‘Unleash the Privateers!’
In the April edition of its magazine Proceedings, two writers at the US Naval Institute, a nonprofit group connected to the US Naval Academy, floated the idea of Congress issuing letters of marque to private ships, authorizing them to prey on Chinese maritime vessels in a bid to turn the tide against Beijing in the South China Sea.
“Unleash the Privateers! The United States should issue letters of marque to fight Chinese aggression at sea,” write authors Brandon Schwartz and Mark Cancian, the latter of whom is a retired US Marine Corps colonel.

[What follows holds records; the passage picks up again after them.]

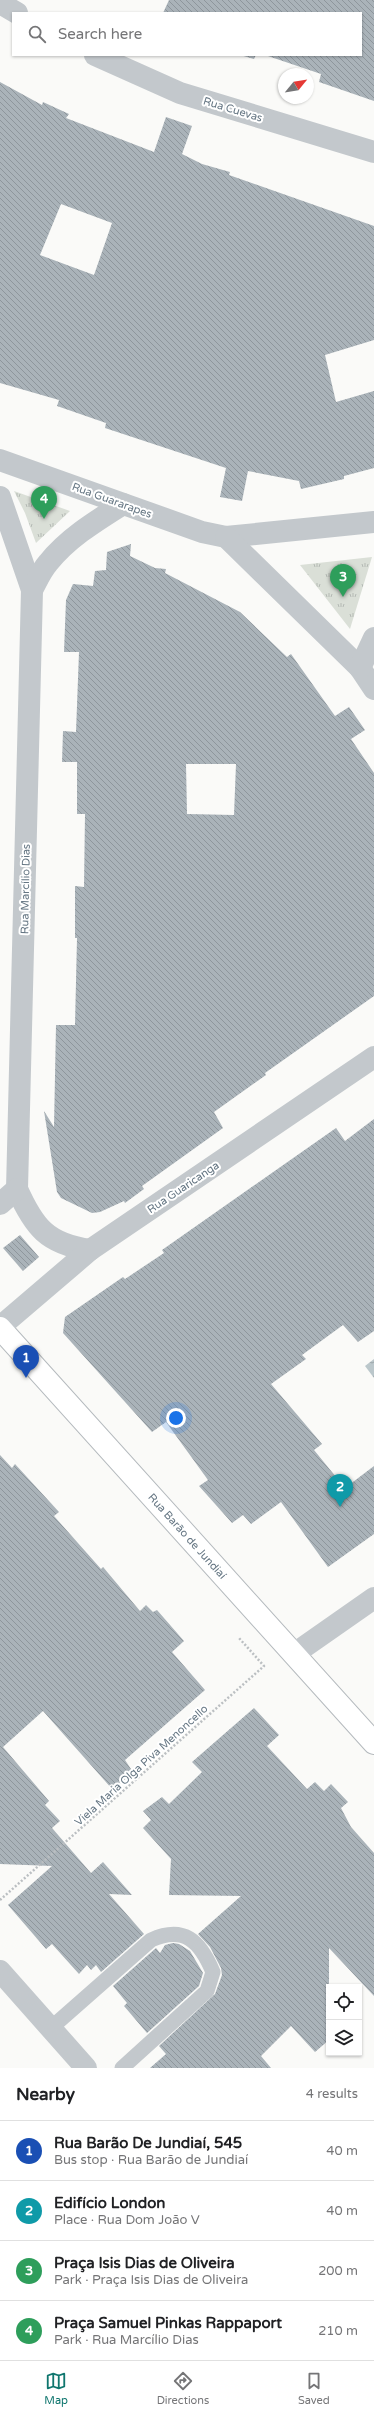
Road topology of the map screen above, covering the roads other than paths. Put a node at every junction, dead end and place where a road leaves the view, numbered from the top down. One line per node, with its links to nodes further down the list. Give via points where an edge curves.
1 (0, 3): 2 (street)
2 (15, 12)
3 (97, 56): 4 (street, Rua Cuevas, via 180,93)
4 (374, 152)
5 (0, 460): 7 (street, Rua Guararapes)
6 (0, 497): 10 (street, Rua Marcílio Dias)
7 (123, 504): 9 (street, Rua Guararapes, via 202,532); 10 (street, Rua Marcílio Dias, via 94,522 59,551 47,564)
8 (374, 522): 9 (street, Rua Guararapes)
9 (226, 537): 12 (street)
10 (32, 590): 15 (street, Rua Marcílio Dias)
11 (374, 638): 12 (street)
12 (360, 668): 13 (street)
13 (374, 689)
14 (374, 1057): 17 (street, Rua Guaricanga)
15 (17, 1189): 16 (street); 17 (street, Rua Marcílio Dias, via 29,1215 42,1231 67,1246)
16 (0, 1204)
17 (90, 1250): 18 (street, Rua Guaricanga)
18 (0, 1328): 20 (main road, Rua Barão de Jundiaí)
19 (374, 1598): 20 (street)
20 (294, 1654): 21 (main road, Rua Barão de Jundiaí)
21 (374, 1743)
22 (0, 1971): 23 (street)
23 (51, 2028): 24 (street); 25 (lane, via 151,1940 166,1934 178,1933 190,1940 207,1958 213,1972 207,1991)
24 (86, 2068)
25 (122, 2068)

“Privateering, authorized by letters of marque, could offer a low-cost tool to enhance deterrence in peacetime and gain advantage in wartime,” the duo argues. “It would attack an asymmetric vulnerability of China, which has a much larger merchant fleet than the United States. Indeed, an attack on Chinese global trade would undermine China’s entire economy and threaten the regime’s stability. Finally, despite pervasive myths to the contrary, US privateering is not prohibited by US or international law.”

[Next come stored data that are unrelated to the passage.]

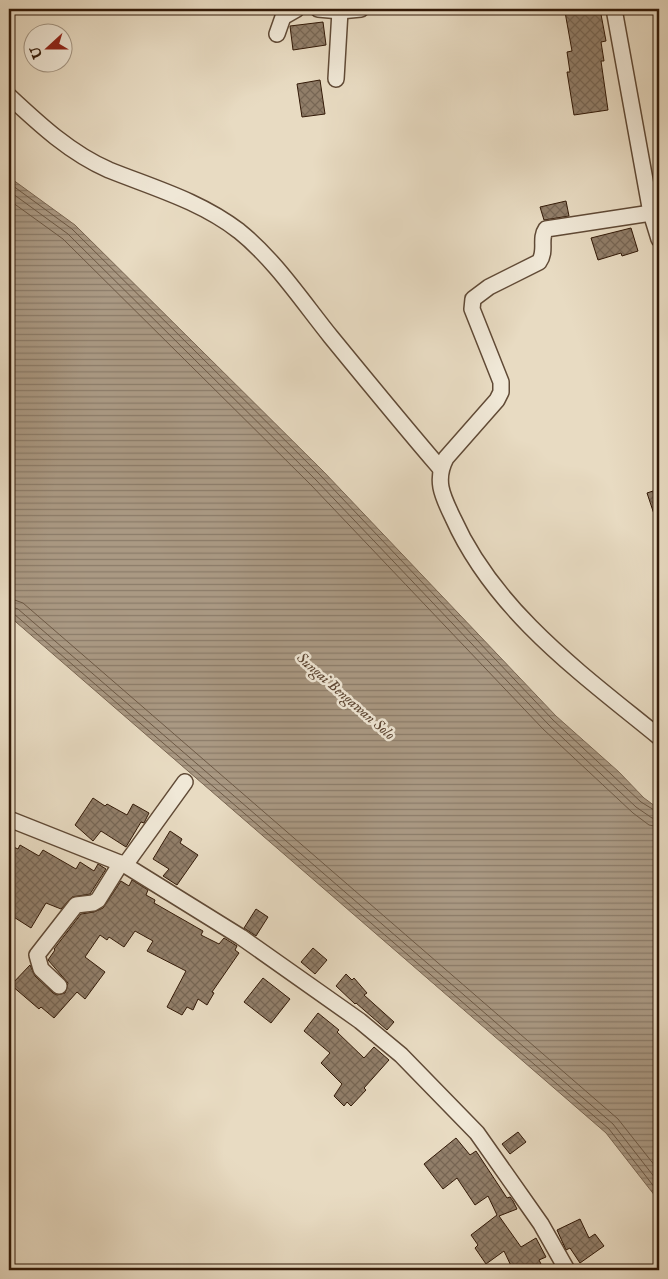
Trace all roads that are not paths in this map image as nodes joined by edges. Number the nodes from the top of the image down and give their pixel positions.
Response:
1 (296, 9) edge
2 (318, 9) edge
3 (361, 9) edge
4 (614, 9) edge
5 (340, 11) junction
6 (277, 34) dead end
7 (336, 79) dead end
8 (9, 96) edge
9 (651, 213) junction
10 (659, 239) edge
11 (440, 468) junction
12 (659, 737) edge
13 (184, 782) dead end
14 (9, 819) edge
15 (123, 864) junction
16 (59, 986) dead end
17 (567, 1270) edge

1 - 6 street
2 - 5 street
3 - 5 street
4 - 9 street
5 - 7 street
8 - 11 street
9 - 10 street
9 - 11 street
11 - 12 street
13 - 15 street
14 - 15 street
15 - 16 street
15 - 17 street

In reply to this and another, similar article published in the magazine, Chinese Ministry of National Defense spokesperson Senior Colonel Wu Qian denounced the proposal as “an act of piracy.”
"These actions are criminal activities explicitly prohibited under international laws, and will absolutely receive joint opposition and severe backlash from the international community," Wu said in a Thursday statement, China Daily reported.

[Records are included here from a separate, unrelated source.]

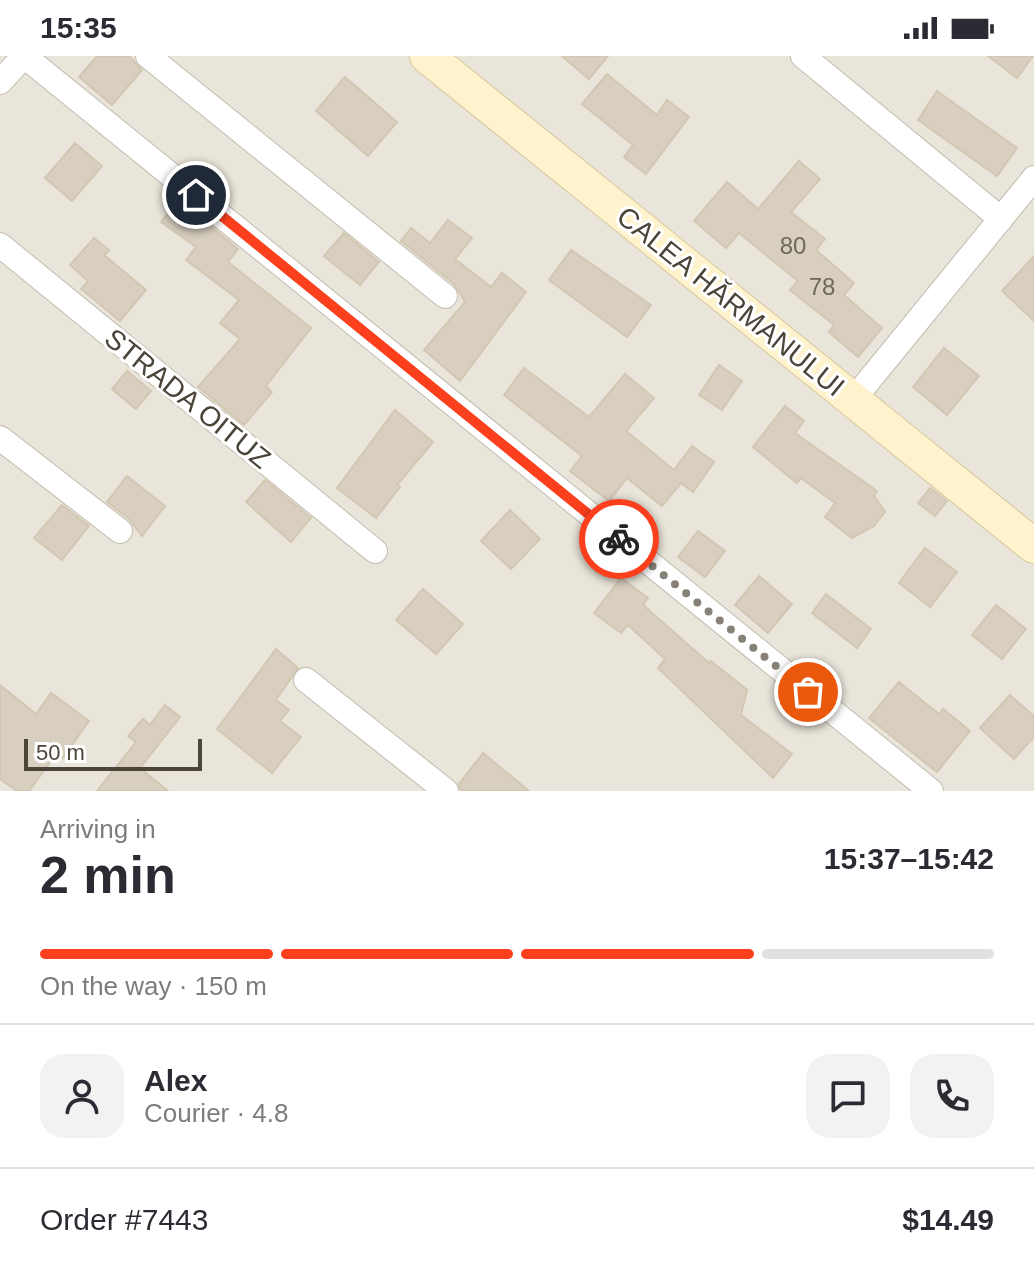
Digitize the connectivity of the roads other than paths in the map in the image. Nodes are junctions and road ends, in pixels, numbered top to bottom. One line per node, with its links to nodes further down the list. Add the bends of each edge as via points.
1 (24, 56): 5 (street); 17 (street)
2 (148, 56): 9 (street)
3 (427, 56): 10 (street, CALEA HĂRMANULUI)
4 (803, 56): 7 (street)
5 (0, 82)
6 (1034, 178): 7 (street)
7 (1001, 219): 10 (street)
8 (0, 245): 14 (street, STRADA OITUZ)
9 (445, 296)
10 (853, 400): 13 (street, CALEA HĂRMANULUI)
11 (0, 438): 12 (street)
12 (120, 531)
13 (1031, 538)
14 (375, 551)
15 (306, 680): 16 (street)
16 (446, 791)
17 (931, 791)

Wu further said that the proposal exposed the hegemonic ideas and law-of-the-jungle mentality of the authors, "and the international community should be on guard against these thoughts.”
According to Schwartz and Cancian, challenging the People’s Liberation Army Navy (PLAN), a numerically superior foe, on its home turf in a fair fight is a daunting task for the US Navy, so adopting privateering would be cost effective for swelling Pentagon budgets as well as effective against Chinese forces as a type of asymmetric warfare.
As both example and justification, they note the massive use of privateering during the War of 1812, which the United States fought against the British Empire between 1812 and 1814, during which the Royal Navy vastly outsized the infant US Navy. However, they curiously forget to note that it was privateering that drew the US not only into that war, but also its war against North African corsairs in the employ of the Ottoman Empire the decade prior.
In a separate article published in the same April edition of Proceedings, Schwartz expanded on the debate, arguing that modern international legal precedent establishes that privateers are not mercenaries and that existing treaties would protect privateers if they were citizens of the country that issued the letters of marque.
This, in effect, makes them not a privateer in the classic sense, but something akin to a paramilitary force, like a militia. China actually employs something somewhat similar: a maritime militia of some 200,000 fishing boats that can double as an informal naval force in times of war. However, when it comes to that example, US naval strategists have repeatedly cried foul.
China’s Maritime Militia
The key difference between the two types of militias is that China’s operates only within its own claimed territory - Washington has never claimed any part of the South China Sea for itself, and Schwartz and Cancian envision privateers as an offensive force, while Beijing has laid out historical claims to the waterway and believes the actions of the maritime militia, including chasing away foreign fishing boats, to be defensive in nature.
James Kraska, a professor and research director in the Stockton Center for the Study of International Law at the US Naval War College, wrote in The Diplomat in August 2015 that the maritime militia was “an inexpensive force multiplier,” but noted it blurs the distinction between civilians and military forces in dangerous ways.
Kraska warned that the militia "may make fishing vessels lawful targets during armed conflict, with potentially tragic consequences for legitimate fishermen from China and nearby states," calling this a "perversion of legal concepts or processes to counter an opponent."
"The maritime militia exploit seams in the law and thereby place at risk the very civilians that the law is made to protect," the expert wrote.
Likewise, Andrew Erickson, an associate professor at the US Naval War College, told Defense News in a November 2015 interview that "China is trying to use these government-controlled fisherman below the radar to get the bonus without the onus to support its South China Sea claims.”
On the other hand, in February 2019, then-Chief of US Naval Operations Admiral John Richardson told the Atlantic Council think tank that the maritime militia lay within so-called “gray zones” not clearly governed by the United Nations Convention on the Law of the Sea or the US Navy's Code of Unplanned Encounters at Sea. He called for the two nations to draw up formal rules of the road, so as to avoid the unpredictability of encounters between the maritime militia and US naval forces.